Kurz darauf rannte Liam wie die anderen Verlorenen durch den Neverwald, sprang über dicke Wurzeln und bückte sich unter tief hängenden Zweigen hindurch. Liam rannte, schnell und weiter, als er jemals zuvor gerannt war. Irgendwas, tief in ihm, trieb ihn stetig weiter an. Eine Stimme, die ihm etwas zuflüsterte, doch egal wie sehr sich anstrengte und die Ohren spitzte, er konnte nicht verstehen, was sie versuchte ihm zu sagen. Das frustrierte Liam und er rannte noch schneller, fühlte den Wind über seine vor Anstrengung erhitzten Wangen streicheln.

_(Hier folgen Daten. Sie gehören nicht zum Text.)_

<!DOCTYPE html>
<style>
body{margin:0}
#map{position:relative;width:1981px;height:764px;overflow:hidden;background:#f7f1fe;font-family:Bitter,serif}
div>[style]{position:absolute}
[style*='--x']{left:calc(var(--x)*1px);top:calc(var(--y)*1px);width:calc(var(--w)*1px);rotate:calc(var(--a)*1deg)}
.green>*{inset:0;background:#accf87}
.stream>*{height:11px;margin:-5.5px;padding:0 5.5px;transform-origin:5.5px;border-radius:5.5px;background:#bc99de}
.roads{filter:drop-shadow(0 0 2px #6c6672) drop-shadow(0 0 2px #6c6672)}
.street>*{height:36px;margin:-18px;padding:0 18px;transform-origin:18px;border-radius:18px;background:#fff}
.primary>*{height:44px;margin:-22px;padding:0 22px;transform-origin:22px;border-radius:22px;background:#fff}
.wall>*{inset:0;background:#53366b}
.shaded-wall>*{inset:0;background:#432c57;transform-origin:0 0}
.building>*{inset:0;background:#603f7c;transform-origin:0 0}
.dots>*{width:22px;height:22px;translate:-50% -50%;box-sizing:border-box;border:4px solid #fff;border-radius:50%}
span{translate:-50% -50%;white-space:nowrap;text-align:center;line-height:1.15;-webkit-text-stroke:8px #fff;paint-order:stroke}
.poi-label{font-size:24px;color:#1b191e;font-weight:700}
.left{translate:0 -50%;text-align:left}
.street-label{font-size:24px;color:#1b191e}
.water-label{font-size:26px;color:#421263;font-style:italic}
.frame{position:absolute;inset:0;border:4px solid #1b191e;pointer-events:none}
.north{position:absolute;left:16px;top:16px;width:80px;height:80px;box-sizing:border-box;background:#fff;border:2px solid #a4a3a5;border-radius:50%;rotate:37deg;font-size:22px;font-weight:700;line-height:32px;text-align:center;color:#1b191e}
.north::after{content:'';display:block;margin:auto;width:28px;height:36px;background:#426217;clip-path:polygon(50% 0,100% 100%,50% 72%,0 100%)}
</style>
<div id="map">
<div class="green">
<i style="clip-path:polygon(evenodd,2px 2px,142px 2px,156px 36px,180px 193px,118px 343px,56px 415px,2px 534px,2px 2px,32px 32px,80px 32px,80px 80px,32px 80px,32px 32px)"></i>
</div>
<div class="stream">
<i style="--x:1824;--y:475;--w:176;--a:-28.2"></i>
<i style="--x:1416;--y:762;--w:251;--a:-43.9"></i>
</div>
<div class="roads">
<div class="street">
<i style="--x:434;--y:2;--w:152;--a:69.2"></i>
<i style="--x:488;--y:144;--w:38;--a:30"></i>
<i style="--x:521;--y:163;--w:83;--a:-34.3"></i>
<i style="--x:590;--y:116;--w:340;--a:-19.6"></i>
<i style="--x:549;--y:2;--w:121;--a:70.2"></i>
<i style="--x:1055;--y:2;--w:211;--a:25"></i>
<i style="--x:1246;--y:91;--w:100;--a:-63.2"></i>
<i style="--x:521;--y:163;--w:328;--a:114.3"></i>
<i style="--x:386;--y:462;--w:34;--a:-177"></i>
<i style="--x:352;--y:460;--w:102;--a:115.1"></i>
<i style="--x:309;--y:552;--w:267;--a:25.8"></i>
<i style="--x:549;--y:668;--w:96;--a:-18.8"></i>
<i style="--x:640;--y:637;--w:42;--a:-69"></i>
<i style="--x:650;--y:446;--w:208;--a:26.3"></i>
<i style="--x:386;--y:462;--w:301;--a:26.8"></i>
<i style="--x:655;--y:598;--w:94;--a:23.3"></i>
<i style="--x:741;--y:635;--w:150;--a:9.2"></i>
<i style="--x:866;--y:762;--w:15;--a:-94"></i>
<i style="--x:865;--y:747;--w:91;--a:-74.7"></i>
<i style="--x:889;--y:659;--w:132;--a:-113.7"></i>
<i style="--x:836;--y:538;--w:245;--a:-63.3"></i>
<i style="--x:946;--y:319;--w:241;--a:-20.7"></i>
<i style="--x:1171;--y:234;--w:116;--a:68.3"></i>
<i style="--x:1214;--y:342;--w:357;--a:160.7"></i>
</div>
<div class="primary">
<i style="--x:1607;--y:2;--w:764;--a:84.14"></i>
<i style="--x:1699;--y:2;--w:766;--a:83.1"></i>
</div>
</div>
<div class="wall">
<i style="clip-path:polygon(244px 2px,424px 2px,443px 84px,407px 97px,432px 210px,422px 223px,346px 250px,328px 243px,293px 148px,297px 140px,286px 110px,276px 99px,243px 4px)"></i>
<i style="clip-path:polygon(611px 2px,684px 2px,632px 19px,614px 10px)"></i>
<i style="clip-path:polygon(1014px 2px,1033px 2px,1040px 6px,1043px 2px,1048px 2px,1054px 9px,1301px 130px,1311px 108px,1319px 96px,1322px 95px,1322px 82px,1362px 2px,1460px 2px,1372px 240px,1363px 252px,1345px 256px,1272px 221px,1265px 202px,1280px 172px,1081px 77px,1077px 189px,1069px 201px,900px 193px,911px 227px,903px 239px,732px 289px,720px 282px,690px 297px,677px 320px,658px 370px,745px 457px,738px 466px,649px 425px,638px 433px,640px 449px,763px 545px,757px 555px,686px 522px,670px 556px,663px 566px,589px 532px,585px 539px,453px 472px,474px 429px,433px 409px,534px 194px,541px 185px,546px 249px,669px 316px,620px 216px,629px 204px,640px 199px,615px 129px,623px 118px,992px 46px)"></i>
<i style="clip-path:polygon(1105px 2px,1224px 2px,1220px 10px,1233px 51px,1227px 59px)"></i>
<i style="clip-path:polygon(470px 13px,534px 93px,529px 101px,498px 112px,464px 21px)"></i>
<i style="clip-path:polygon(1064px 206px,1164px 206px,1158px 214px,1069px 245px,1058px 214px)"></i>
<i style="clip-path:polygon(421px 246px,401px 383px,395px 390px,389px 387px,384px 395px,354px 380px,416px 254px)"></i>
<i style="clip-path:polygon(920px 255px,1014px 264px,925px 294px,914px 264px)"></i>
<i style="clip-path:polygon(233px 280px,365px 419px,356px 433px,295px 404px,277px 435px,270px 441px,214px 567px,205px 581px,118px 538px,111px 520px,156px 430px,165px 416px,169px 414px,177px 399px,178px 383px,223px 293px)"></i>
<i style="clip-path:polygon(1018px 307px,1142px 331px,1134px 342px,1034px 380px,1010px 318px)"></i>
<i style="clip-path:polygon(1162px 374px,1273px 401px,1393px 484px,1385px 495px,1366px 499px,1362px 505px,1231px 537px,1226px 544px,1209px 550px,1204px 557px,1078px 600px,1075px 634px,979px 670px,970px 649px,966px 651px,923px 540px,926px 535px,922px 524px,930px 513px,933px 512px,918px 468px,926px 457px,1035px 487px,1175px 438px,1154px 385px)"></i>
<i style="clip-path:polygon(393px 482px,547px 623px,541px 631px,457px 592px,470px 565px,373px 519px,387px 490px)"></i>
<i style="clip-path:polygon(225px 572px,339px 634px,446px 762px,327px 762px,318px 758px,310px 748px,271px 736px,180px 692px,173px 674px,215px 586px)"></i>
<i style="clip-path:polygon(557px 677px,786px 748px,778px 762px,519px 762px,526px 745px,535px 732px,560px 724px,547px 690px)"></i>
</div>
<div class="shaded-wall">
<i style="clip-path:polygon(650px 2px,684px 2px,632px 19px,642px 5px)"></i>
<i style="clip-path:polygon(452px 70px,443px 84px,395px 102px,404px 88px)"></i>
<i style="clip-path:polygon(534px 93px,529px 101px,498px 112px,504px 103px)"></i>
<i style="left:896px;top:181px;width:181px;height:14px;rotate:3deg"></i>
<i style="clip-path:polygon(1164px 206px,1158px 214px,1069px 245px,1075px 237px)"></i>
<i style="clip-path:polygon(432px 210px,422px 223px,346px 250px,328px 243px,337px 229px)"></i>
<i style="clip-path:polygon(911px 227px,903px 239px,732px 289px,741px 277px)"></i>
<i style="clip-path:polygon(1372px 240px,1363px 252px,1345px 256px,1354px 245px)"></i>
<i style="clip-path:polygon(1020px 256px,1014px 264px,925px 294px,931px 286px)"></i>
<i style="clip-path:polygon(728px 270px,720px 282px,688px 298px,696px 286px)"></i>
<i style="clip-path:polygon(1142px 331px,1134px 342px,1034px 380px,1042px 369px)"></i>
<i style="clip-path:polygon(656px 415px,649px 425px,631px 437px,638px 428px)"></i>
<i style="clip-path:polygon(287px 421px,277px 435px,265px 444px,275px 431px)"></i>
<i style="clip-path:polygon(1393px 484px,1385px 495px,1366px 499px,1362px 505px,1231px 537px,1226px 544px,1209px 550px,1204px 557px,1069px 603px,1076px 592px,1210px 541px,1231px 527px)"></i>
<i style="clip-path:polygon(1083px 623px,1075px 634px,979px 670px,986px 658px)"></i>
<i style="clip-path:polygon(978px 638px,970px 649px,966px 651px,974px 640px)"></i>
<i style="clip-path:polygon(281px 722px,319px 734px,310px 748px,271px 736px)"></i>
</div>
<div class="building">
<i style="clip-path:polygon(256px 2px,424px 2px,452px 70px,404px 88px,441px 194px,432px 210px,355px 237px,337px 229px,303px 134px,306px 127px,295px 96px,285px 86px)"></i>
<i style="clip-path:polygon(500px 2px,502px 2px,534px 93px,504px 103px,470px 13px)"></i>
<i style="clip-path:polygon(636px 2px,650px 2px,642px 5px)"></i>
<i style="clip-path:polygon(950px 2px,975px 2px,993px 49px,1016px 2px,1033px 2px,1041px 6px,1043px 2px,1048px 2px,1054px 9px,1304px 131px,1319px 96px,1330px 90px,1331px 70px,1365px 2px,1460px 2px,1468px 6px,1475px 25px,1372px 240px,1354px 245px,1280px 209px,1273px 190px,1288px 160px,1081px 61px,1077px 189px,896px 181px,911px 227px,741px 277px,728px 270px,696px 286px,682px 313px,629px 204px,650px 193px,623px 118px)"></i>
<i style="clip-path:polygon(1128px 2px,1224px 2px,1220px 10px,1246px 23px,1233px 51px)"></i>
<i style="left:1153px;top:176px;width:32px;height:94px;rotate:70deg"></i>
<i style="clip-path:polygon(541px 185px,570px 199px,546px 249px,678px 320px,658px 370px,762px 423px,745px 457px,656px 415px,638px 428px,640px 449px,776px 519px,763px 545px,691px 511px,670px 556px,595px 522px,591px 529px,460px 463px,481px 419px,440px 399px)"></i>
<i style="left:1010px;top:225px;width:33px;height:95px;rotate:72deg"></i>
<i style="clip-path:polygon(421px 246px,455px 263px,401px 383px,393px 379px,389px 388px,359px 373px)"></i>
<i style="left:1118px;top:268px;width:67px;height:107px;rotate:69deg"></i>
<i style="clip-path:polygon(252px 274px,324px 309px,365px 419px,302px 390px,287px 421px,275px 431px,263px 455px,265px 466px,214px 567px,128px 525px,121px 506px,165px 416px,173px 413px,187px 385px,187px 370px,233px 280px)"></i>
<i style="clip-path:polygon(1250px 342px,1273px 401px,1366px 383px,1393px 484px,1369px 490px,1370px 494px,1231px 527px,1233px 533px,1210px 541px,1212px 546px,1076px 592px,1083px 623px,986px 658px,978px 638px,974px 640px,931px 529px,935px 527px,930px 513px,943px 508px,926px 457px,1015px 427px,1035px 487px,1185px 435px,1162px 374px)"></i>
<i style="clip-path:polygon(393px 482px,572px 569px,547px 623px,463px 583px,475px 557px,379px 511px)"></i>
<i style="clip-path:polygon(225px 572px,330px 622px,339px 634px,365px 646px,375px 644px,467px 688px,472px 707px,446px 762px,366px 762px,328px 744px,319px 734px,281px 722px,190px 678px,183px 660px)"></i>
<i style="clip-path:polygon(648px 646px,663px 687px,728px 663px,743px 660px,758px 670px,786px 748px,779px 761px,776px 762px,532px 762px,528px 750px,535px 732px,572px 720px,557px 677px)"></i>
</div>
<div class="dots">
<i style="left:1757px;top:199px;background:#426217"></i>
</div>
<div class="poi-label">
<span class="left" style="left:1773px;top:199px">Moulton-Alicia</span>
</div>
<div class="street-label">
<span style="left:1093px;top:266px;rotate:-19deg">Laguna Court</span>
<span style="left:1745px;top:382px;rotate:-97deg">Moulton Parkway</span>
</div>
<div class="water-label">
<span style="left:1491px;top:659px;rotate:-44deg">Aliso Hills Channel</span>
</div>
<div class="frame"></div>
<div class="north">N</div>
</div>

Hörte die Blätter der hochaufragenden Bäume rascheln und das Knacken der Äste unter seinen hastigen Schritten. Sah das Sonnenlicht, was versprengt durch das Blätterdach hindurchgelangte und sich auf dem weichen Waldboden ergoss. Vögel zwitscherten, Käfer brummten. Und dazwischen immer wieder die Stimme, die seinen Namen zu wispern schien; ganz leise nur und kaum verständlich.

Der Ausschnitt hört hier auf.